━━━ Data provided ━━━
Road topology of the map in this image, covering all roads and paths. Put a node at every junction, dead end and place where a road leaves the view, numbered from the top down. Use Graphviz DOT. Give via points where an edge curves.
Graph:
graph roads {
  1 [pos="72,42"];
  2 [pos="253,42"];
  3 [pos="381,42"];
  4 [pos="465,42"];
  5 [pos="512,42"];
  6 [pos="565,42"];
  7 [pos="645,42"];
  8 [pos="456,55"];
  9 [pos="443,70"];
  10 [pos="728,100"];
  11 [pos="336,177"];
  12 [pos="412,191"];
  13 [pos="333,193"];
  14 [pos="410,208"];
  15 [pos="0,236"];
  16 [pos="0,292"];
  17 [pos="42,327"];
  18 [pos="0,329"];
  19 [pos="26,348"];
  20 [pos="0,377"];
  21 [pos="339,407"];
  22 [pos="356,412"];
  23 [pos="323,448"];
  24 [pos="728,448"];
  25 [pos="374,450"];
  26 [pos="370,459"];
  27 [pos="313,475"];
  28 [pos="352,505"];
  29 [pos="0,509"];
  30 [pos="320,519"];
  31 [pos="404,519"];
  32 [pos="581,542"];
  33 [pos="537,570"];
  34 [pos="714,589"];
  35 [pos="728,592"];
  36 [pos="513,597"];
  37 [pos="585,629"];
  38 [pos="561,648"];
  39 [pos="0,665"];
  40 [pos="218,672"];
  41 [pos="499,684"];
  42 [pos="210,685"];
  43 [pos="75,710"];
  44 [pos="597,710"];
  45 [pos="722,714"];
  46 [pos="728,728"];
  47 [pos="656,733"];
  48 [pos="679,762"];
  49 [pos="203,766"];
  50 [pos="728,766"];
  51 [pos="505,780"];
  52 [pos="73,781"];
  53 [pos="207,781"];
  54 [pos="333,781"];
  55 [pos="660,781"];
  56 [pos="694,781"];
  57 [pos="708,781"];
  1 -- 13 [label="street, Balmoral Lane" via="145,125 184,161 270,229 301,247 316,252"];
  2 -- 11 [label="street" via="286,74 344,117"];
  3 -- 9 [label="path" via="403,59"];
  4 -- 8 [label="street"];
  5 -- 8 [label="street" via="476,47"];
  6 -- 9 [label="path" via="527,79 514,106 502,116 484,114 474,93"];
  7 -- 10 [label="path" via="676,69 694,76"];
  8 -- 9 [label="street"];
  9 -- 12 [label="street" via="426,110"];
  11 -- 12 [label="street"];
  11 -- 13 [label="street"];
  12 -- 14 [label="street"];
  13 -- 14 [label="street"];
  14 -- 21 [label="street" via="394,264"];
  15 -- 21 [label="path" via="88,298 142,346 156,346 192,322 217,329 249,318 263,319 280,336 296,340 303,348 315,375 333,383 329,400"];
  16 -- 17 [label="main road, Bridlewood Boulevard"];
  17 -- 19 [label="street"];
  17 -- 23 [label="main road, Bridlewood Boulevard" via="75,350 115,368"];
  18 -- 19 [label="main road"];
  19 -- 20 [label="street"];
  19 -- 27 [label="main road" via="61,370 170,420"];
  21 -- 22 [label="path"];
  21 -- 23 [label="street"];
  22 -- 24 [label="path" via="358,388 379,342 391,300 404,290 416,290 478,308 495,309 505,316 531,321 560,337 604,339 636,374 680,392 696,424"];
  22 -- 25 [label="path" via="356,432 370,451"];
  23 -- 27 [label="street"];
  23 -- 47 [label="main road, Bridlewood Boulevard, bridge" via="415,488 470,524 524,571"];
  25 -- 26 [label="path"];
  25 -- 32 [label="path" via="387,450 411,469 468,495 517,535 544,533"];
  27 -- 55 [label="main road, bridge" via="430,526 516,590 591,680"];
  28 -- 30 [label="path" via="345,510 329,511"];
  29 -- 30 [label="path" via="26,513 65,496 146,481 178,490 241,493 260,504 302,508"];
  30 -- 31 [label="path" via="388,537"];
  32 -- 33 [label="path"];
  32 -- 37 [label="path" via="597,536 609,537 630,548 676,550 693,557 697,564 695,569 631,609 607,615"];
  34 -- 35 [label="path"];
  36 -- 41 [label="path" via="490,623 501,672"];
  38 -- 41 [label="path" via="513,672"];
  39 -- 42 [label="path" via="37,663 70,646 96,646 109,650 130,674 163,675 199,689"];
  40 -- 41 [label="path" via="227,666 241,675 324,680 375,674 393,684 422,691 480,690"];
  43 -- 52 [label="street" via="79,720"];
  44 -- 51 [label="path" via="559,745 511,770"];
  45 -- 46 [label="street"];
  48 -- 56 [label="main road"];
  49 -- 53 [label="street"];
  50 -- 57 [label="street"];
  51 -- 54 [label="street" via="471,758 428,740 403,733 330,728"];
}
━━━
Report back each line in the material above that contains the string "main".

**Written solution**
  16 -- 17 [label="main road, Bridlewood Boulevard"];
  17 -- 23 [label="main road, Bridlewood Boulevard" via="75,350 115,368"];
  18 -- 19 [label="main road"];
  19 -- 27 [label="main road" via="61,370 170,420"];
  23 -- 47 [label="main road, Bridlewood Boulevard, bridge" via="415,488 470,524 524,571"];
  27 -- 55 [label="main road, bridge" via="430,526 516,590 591,680"];
  48 -- 56 [label="main road"];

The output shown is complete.